I am always fascinated by what people collect. At a recent auction I came across this awesome pipe collection. The box I came away with was only about a quarter of the whole collection. Ben could not believe I did not grab them all. Along with pipes, the owner of the estate had also collected miniature Liberty Bells and decades worth of Pez dispensers. Random, I know. But it struck me that anything of similarity that can be displayed in groups or large quantities can be kind of cool. And then it struck me that we already do this in many of our rooms.
When Ben built picture frame moldings for our master bedroom, we had a narrow space between 2 windows. He decided that instead of trying to find one picture or object of the right size to fill the space, we could make a display of these 1940’s keys we found at The Old Lucketts Store. The keys are made of lightweight aluminum during this era because Germany reserved the heavier metals for the war effort.
Another one of our favorite collections is of old panoramic military photos. This is just one wall representing some of our collection, including photos from various eras – and even a non-military one from the Texas A & M Firefighter school graduation.
I love these colorful vintage Boy Scout arrows below that we currently have in our shop at Sweet Clover Barn. They would be awesome displayed on a wall or in a large vase.

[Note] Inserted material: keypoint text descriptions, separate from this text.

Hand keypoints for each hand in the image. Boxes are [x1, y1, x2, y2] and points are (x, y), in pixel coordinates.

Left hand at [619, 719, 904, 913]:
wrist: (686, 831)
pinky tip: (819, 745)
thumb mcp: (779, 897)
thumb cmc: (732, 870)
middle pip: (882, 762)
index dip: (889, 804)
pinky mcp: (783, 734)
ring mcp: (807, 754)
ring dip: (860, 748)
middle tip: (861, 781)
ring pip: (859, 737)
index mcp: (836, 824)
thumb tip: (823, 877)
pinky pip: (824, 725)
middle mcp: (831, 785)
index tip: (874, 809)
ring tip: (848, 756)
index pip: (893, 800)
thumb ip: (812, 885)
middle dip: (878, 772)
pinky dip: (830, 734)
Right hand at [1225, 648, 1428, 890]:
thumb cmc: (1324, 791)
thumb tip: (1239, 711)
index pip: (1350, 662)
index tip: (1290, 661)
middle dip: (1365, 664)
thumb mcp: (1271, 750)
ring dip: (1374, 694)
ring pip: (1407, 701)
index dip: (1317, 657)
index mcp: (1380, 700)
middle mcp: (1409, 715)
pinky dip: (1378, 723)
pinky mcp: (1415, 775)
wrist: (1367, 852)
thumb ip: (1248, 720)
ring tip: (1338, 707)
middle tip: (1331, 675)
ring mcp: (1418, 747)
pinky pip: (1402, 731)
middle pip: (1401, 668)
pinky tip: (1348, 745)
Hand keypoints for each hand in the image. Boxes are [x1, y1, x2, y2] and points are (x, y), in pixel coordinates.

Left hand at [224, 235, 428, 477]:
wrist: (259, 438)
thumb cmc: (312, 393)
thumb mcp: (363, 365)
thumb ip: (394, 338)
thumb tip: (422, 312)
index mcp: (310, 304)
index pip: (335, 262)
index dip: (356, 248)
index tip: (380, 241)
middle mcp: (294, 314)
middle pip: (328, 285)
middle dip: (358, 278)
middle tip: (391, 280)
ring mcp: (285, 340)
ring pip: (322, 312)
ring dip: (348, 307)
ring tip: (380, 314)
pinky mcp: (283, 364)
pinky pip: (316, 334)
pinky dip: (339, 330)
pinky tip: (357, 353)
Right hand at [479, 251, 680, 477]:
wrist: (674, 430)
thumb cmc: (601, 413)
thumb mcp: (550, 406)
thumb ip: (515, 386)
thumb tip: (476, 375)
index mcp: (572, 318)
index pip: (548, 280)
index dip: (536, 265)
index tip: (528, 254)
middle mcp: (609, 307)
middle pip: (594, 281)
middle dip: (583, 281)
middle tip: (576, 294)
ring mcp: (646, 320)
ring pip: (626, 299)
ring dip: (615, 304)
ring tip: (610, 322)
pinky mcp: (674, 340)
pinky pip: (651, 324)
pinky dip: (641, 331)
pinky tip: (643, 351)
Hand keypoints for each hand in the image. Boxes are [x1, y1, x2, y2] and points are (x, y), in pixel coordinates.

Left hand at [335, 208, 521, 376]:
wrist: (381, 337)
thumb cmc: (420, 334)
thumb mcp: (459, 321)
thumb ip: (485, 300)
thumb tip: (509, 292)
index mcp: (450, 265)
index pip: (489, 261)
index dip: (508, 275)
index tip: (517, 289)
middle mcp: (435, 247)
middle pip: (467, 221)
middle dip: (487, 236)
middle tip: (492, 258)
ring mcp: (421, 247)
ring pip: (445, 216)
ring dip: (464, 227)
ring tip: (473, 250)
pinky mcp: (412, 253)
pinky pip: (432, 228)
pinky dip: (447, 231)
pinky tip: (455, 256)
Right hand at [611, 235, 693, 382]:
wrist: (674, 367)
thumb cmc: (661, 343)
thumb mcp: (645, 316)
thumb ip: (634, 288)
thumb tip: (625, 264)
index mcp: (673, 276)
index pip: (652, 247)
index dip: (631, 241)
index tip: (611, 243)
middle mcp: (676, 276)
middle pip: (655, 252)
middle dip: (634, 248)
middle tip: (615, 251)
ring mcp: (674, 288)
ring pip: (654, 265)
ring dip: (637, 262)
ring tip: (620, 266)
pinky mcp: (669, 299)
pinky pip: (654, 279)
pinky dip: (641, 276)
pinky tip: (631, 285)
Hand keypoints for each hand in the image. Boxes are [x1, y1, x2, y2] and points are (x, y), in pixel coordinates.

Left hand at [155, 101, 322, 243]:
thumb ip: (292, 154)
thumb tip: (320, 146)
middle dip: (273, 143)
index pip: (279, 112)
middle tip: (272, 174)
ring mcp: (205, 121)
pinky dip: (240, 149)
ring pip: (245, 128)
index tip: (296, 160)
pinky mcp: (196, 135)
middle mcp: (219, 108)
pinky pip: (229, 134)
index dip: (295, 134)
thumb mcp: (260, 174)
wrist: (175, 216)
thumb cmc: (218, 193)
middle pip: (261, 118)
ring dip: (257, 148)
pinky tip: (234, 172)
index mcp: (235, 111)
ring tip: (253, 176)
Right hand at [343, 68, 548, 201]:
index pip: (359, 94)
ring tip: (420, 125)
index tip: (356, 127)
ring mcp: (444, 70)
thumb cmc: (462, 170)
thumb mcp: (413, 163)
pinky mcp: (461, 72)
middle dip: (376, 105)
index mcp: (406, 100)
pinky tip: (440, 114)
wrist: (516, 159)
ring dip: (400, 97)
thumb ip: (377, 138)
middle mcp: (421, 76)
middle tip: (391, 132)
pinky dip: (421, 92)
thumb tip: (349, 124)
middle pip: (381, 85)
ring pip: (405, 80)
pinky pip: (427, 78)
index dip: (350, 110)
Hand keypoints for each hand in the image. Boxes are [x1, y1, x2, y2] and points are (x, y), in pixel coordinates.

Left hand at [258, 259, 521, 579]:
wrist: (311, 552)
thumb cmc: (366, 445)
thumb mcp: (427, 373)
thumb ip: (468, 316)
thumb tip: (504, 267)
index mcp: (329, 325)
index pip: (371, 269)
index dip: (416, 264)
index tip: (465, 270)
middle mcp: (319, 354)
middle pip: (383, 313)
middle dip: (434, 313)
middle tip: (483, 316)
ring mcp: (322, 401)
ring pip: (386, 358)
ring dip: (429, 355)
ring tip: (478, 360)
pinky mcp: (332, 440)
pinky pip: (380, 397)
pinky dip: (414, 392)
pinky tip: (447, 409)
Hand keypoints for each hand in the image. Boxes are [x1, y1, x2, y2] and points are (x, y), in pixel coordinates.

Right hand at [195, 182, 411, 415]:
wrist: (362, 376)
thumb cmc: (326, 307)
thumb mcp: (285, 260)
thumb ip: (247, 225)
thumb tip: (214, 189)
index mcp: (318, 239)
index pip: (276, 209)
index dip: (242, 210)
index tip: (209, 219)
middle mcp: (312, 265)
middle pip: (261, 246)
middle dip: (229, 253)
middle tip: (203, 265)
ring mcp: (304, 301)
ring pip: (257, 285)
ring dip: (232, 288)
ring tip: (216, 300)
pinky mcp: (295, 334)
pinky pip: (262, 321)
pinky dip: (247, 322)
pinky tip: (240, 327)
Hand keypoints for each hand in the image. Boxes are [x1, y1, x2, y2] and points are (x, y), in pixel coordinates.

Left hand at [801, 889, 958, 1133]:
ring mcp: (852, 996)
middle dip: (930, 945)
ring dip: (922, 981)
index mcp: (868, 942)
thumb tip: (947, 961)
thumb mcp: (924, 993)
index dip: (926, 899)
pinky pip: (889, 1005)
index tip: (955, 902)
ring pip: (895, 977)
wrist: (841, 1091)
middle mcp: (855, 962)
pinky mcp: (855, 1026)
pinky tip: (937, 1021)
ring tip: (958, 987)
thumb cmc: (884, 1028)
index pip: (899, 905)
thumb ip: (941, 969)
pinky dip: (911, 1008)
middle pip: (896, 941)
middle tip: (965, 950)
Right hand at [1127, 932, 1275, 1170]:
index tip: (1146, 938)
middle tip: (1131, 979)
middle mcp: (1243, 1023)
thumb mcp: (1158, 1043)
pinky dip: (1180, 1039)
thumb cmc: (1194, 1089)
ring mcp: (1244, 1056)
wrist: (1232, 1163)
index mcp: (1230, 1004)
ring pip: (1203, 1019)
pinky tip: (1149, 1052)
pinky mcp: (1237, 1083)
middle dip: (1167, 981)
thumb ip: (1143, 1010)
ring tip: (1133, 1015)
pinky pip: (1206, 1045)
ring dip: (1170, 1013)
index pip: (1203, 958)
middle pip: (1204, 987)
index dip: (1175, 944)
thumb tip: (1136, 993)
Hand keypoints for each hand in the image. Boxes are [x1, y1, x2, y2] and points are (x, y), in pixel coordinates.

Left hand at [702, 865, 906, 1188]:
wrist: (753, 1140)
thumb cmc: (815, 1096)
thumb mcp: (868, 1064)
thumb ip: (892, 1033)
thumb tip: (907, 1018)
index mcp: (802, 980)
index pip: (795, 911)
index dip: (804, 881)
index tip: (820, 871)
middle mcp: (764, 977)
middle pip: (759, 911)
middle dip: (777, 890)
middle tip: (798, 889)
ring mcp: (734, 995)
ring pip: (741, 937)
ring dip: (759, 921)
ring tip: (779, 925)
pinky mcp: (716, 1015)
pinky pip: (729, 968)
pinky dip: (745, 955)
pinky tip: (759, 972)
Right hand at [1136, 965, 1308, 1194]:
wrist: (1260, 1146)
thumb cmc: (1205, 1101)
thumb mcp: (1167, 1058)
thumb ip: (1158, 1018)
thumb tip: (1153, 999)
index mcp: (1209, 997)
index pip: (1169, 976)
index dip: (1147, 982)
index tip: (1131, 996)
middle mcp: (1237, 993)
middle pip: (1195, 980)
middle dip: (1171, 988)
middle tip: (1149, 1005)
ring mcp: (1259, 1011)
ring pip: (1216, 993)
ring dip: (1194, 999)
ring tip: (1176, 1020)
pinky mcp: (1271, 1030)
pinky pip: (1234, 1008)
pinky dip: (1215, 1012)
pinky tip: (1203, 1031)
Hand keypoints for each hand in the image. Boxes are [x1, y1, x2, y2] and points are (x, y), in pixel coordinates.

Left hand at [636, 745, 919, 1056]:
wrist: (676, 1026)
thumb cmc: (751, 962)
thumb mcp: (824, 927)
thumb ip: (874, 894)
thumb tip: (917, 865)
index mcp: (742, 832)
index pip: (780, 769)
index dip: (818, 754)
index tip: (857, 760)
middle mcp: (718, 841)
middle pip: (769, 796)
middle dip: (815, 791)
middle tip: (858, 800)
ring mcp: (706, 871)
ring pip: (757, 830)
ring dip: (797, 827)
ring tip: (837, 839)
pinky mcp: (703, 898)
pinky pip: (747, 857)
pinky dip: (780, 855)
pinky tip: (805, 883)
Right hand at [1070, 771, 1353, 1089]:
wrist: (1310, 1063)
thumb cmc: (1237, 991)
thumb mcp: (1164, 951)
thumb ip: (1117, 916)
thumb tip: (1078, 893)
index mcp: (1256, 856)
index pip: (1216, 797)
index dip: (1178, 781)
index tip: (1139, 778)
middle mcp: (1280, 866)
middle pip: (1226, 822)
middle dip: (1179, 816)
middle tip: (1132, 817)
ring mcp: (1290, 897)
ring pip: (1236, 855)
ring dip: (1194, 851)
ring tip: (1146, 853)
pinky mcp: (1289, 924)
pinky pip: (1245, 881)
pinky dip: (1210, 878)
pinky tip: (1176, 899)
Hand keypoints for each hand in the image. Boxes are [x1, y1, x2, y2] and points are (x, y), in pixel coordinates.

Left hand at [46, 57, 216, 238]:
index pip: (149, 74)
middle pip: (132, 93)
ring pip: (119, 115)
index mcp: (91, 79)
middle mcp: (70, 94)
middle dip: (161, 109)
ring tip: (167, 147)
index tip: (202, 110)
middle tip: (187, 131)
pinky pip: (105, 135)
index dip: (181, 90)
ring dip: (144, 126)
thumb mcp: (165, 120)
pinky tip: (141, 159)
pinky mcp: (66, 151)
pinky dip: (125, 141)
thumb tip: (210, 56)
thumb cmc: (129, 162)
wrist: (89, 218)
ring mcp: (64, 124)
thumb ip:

Other collections prominently featured in our home include skulls, bugs & butterflies, vintage sports photos, globes and maps, old books, rocks & fossils, and other nature “artifacts” gathered by our kids. Designing with these collected items have the side effect of teaching our kids to be curious about the world around them and respectful of history.
As you can see, collections do not have to be limited to fine china or milk glass (although those are great!), but can reflect anything that you find interesting, fun, or beautiful in their own way.
If only I could find a way to decorate with piles of laundry or dirty dishes — the most commonly found items of similarity around our house!